Traders were hard-pressed to come up with any substantive explanation for why cash prices staged modest rallies at most points Wednesday. There was no prior-day screen strength at which to point, and other than a warming trend in the South (destined to be brief) and colder temperatures in Western Canada and the northwestern quadrant of the U.S., the weather outlook failed to provide any rationale for higher quotes.

Nevertheless, other than a few scattered small declines, prices ranged from flat to a little more than a dime higher. Gains tended to be largest in the Midcontinent, Southwest basins and Rockies/Pacific Northwest.

“There’s no special reason that I could see” for the swing market to be slightly firmer, commented a marketer. It certainly wasn’t from a return of any significant heating load to his trading area of the Northeast, he said. However, he noted that despite the screen having fallen 3.3 cents on Tuesday, the fact that May futures had closed near its high for the day and then continued to firm in late-afternoon Access activity may have given a small boost to Wednesday morning’s cash business.

The Wednesday firmness is highly unlikely to be repeated Thursday after futures took an expiration-day dive off the high board. The May contract largely took its negative cue from plunges by Nymex’s petroleum product offerings in dropping 37.2 cents to $6.748. Crude oil for June delivery plunged a cool $2.59 to $51.61/bbl after morning reports revealed major builds in inventory during the previous week, helping to alleviate concerns about global supply.

Thursday’s swing trading will be for the Friday-Saturday flow period marking the end of April. The May aftermarket will get launched Friday with deals being made for Sunday-Monday flows.

Air conditioners should be revving a bit higher Thursday in the South as a warming trend continues, one source pointed out. Highs will be getting into the 80s over much of the region by Friday, but a cold front is expected to snuff out the warm-up Saturday.

Over in the West, Rockies gains tended to be a bit stronger than those in the Gulf Coast and Northeast despite Questar’s Clay Basin storage facility being shut down through Saturday (see Daily GPI, April 27), which might have been expected to be a price depressant by denying some supplies an injection option. However, some weather demand will be building as a cold high-pressure area slips out of Canada and brings snowy conditions to northern and central sections of the Rockies by Thursday night, according to The Weather Channel.

Otherwise, outside the South and upper West, the weather remains mostly bearish for gas prices. And anticipation of another increase in the year-on-year and five-year average storage surpluses when the EIA report comes out Thursday morning should have added to negative pressure on prices, a source noted.
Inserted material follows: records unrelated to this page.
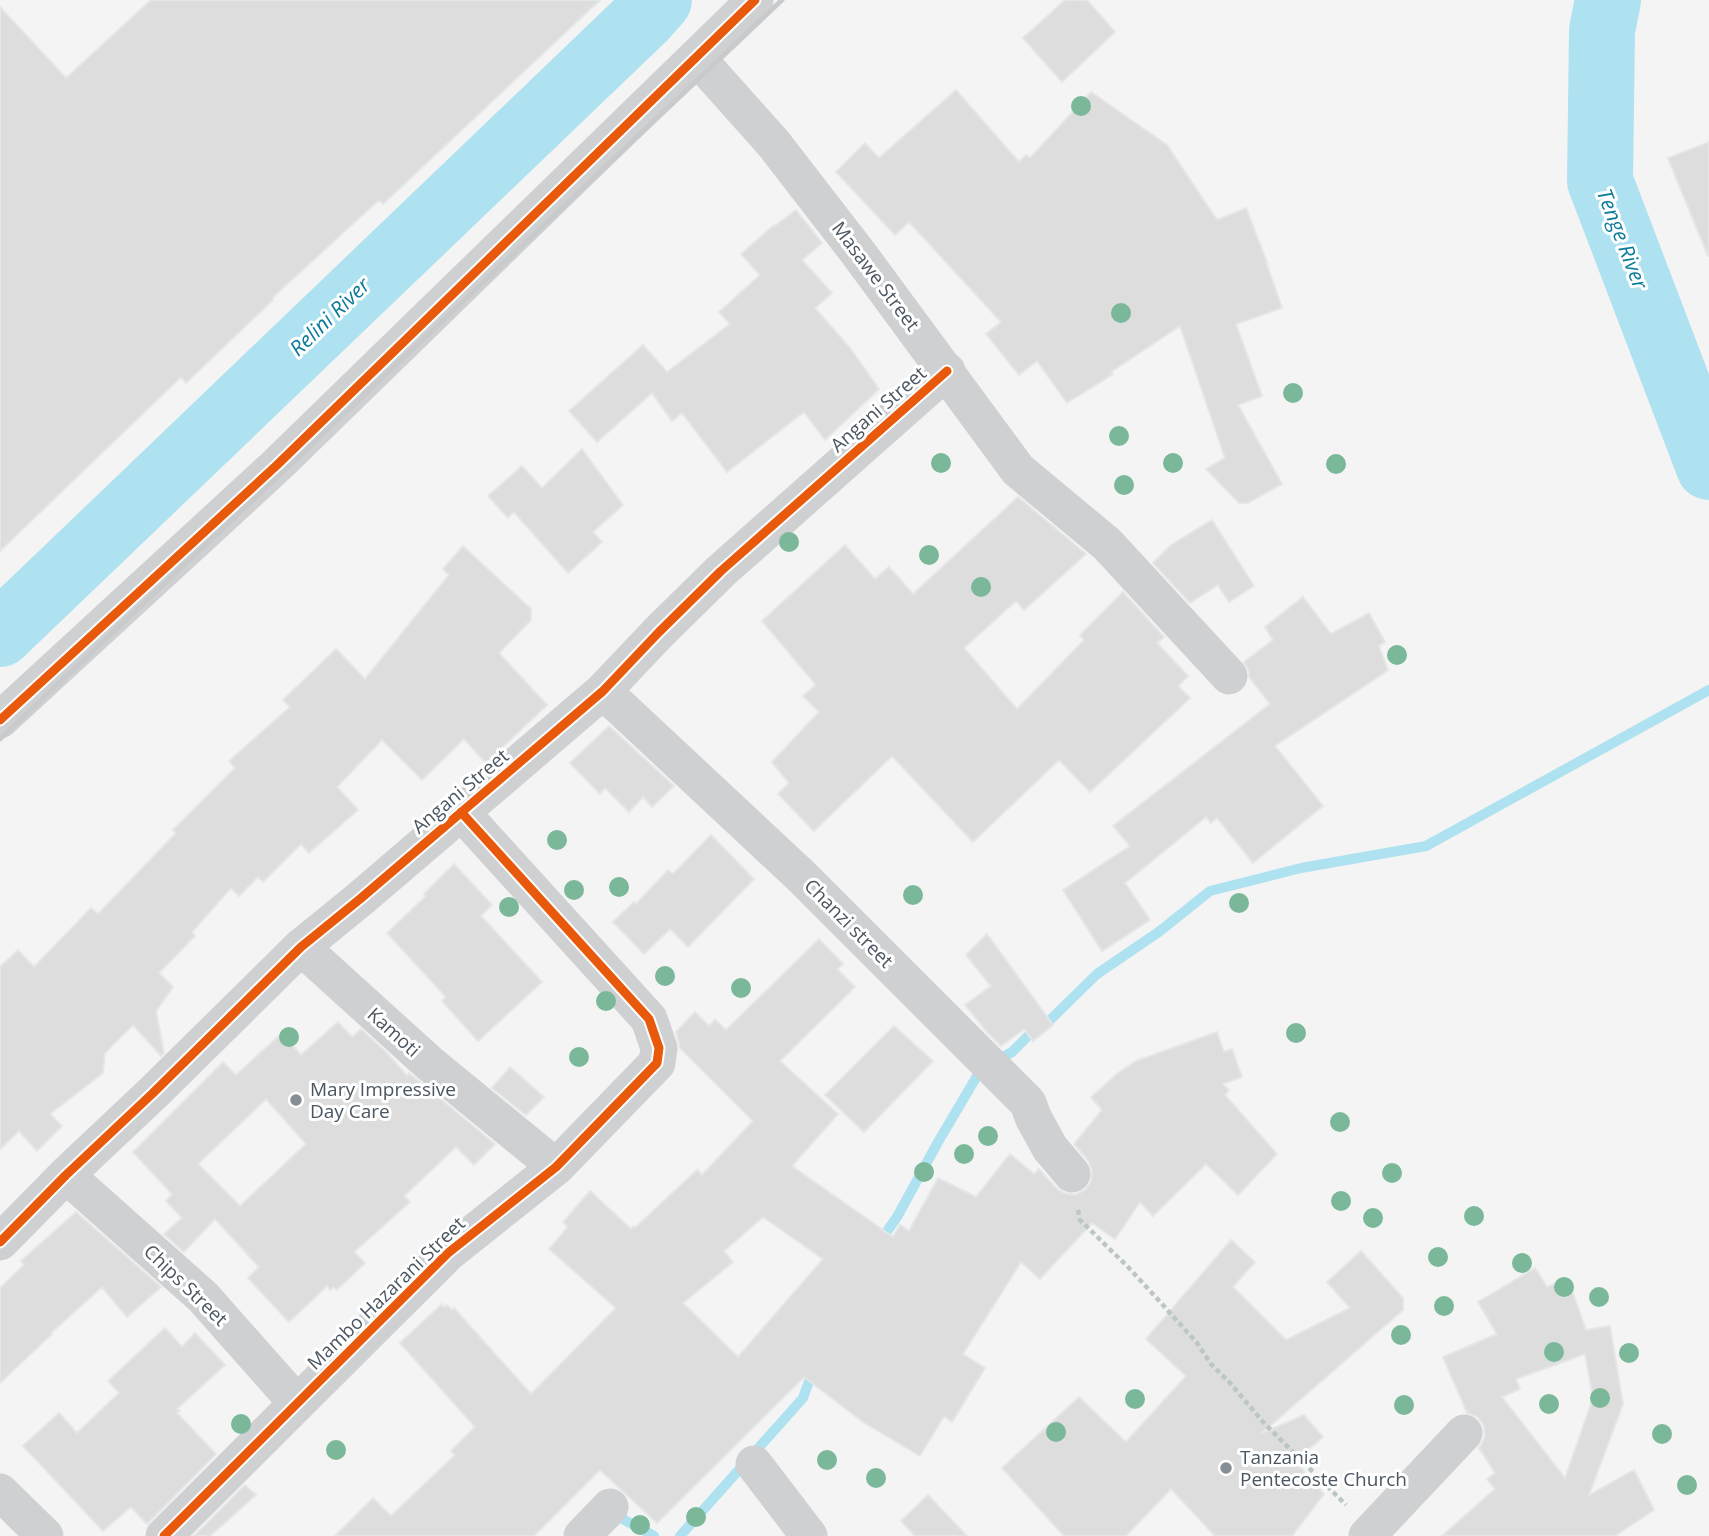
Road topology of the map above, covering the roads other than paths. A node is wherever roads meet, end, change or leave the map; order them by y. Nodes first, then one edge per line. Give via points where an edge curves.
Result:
1 (755, 0) edge
2 (695, 58) junction
3 (947, 371) junction
4 (1229, 676) dead end
5 (603, 691) junction
6 (0, 720) edge
7 (461, 812) junction
8 (301, 947) junction
9 (556, 1167) junction
10 (1072, 1174) road end
11 (66, 1175) junction
12 (0, 1242) edge
13 (297, 1403) junction
14 (1464, 1433) dead end
15 (754, 1464) dead end
16 (0, 1492) edge
17 (610, 1507) dead end
18 (1370, 1533) edge
19 (45, 1536) edge
20 (163, 1536) edge
21 (582, 1536) edge
22 (809, 1536) edge

1 - 2 street
2 - 3 street, Masawe Street via 775,144
2 - 6 street via 276,465
3 - 4 street, Masawe Street via 1018,470 1107,544
3 - 5 street, Angani Street via 721,571
5 - 7 street, Angani Street
5 - 10 street, Chanzi street via 800,874 1028,1103 1050,1148
7 - 8 street, Angani Street
7 - 9 street, Mambo Hazarani Street via 649,1019 659,1048 657,1063
8 - 9 street, Kamoti via 429,1063
8 - 11 street, Angani Street
9 - 13 street, Mambo Hazarani Street via 448,1253
11 - 12 street, Angani Street
11 - 13 street, Chips Street via 203,1297
13 - 20 street, Mambo Hazarani Street
14 - 18 street
15 - 22 street
16 - 19 street
17 - 21 street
“Nothing’s changed with the storage picture and mostly mild weather,” said a Midwest marketer, but he welcomed the Nymex dive anyway. It’s still cooler than normal in his region, but there was nothing to justify Wednesday’s small rebounds, he said. Turning to bidweek business, he reported doing all of his May purchases at last-day settlement basis of plus 25 cents at the Consumers Energy citygate and plus 26 cents for MichCon deliveries. He noted that some people do their basis deals using the average of the last three days in prompt-month futures, so naturally their May prices are going to be higher than those using last-day-only basis. “Our strategy was to wait and give prices a chance to drop,” he said.

“That was a nasty screen fall,” commented a Northeast trader. A “tricky expiration like that” complicates establishing bidweek prices, he went on. He thought a lot of May gas had already been committed before futures began its swan dive, so it will be “a crap shoot” on where indexes will shake out. The trader reported last-day settlement basis in the range of plus 50-57 cents for Texas Eastern M-3, Transco Zone 6-NYC and Tennessee Zone 6.